____ PROVIDED DATA

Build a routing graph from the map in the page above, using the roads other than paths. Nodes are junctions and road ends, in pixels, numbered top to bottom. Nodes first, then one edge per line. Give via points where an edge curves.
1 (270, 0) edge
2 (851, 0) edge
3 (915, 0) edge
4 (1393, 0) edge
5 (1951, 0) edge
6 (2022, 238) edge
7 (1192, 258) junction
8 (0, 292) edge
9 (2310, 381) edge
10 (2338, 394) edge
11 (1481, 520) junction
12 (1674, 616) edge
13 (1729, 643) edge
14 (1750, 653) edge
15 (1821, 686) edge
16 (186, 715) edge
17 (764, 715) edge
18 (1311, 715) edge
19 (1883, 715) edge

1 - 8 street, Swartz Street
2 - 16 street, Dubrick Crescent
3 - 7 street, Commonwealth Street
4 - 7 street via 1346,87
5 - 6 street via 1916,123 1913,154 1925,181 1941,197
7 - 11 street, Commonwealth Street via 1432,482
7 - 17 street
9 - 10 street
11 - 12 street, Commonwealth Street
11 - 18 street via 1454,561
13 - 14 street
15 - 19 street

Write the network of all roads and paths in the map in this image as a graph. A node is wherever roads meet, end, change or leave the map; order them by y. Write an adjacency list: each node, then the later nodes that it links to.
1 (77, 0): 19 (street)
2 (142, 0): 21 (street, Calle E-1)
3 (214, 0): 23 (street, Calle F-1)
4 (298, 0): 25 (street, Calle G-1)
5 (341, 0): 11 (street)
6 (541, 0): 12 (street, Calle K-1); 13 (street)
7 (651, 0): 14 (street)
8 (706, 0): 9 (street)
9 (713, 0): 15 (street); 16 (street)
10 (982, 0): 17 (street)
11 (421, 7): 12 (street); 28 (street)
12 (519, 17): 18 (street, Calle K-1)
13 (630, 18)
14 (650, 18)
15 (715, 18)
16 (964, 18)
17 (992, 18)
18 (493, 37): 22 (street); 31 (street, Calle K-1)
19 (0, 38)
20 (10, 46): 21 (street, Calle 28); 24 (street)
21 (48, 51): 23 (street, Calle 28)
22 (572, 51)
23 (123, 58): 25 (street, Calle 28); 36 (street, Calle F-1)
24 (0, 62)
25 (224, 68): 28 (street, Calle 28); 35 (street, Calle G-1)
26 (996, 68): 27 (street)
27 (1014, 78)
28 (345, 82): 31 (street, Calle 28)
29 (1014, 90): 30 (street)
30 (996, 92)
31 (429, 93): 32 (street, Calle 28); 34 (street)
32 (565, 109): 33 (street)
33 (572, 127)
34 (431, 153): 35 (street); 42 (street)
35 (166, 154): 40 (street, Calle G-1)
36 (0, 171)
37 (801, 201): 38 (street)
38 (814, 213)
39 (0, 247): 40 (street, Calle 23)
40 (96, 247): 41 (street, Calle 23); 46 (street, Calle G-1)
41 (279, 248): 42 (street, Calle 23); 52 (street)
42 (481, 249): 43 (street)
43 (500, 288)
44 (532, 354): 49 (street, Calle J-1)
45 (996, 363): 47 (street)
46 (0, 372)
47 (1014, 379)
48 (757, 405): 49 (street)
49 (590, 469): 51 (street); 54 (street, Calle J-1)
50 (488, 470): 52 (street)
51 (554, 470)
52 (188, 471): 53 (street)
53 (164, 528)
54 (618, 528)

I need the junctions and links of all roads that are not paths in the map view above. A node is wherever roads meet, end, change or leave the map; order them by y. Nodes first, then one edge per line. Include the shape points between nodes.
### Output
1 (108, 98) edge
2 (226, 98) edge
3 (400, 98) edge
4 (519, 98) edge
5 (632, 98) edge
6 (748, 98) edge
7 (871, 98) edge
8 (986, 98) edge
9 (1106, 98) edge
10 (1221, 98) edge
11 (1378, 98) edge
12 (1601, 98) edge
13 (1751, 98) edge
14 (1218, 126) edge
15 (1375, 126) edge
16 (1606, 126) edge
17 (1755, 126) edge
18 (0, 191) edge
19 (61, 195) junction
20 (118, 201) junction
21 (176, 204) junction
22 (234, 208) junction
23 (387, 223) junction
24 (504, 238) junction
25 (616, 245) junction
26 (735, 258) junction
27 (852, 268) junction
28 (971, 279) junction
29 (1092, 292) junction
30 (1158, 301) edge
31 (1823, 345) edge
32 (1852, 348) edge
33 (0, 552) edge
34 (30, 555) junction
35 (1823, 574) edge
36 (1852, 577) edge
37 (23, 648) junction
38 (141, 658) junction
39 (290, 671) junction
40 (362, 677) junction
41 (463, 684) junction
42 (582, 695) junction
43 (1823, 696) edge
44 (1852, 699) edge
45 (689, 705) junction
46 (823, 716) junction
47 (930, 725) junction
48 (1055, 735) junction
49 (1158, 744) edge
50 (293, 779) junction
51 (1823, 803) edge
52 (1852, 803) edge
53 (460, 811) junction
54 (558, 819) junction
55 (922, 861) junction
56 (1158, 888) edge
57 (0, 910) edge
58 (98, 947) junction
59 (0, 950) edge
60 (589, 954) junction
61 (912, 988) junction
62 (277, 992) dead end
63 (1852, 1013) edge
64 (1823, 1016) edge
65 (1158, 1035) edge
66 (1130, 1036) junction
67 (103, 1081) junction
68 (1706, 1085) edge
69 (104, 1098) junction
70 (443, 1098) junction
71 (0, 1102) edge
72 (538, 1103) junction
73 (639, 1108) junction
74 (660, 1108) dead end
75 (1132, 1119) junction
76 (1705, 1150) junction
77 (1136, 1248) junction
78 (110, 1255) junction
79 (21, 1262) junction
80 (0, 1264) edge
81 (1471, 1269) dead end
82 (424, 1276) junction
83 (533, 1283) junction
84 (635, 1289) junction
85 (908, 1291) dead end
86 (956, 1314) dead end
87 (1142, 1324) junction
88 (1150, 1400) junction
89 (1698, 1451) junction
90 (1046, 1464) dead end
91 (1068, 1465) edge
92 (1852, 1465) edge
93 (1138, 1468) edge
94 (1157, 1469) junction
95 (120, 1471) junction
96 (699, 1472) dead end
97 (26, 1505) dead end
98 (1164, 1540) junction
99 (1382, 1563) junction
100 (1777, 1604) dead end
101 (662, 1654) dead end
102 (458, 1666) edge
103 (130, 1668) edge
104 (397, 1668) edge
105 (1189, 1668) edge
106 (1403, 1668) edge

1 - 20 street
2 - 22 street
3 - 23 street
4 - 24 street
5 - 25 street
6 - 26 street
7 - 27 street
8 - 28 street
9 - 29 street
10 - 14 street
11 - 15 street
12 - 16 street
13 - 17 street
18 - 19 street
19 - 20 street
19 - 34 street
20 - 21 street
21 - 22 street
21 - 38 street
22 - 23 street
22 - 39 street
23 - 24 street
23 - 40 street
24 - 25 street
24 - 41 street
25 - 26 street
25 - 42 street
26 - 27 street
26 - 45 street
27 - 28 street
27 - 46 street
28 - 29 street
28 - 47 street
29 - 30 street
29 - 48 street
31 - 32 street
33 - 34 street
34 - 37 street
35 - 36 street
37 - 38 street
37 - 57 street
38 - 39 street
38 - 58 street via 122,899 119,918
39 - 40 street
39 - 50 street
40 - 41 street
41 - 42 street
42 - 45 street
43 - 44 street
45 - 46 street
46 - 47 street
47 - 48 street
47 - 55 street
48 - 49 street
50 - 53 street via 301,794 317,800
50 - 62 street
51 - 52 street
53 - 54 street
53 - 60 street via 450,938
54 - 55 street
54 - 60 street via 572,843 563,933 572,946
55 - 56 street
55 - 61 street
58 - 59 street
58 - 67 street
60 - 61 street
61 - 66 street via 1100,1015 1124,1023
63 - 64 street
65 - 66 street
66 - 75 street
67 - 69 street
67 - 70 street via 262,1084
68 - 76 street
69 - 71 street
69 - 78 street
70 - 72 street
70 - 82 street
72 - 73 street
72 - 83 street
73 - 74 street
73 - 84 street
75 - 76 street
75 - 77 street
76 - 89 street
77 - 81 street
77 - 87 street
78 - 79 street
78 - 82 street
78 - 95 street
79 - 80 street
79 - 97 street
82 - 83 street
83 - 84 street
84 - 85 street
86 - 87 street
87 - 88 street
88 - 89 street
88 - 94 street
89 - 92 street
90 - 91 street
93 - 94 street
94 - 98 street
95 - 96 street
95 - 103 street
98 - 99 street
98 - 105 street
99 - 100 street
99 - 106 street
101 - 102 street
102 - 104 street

________

_WORK REQUEST:_ Find the string "Commonwealth" in the material above, and report every line where it occurs.

_RESULT:_
3 - 7 street, Commonwealth Street
7 - 11 street, Commonwealth Street via 1432,482
11 - 12 street, Commonwealth Street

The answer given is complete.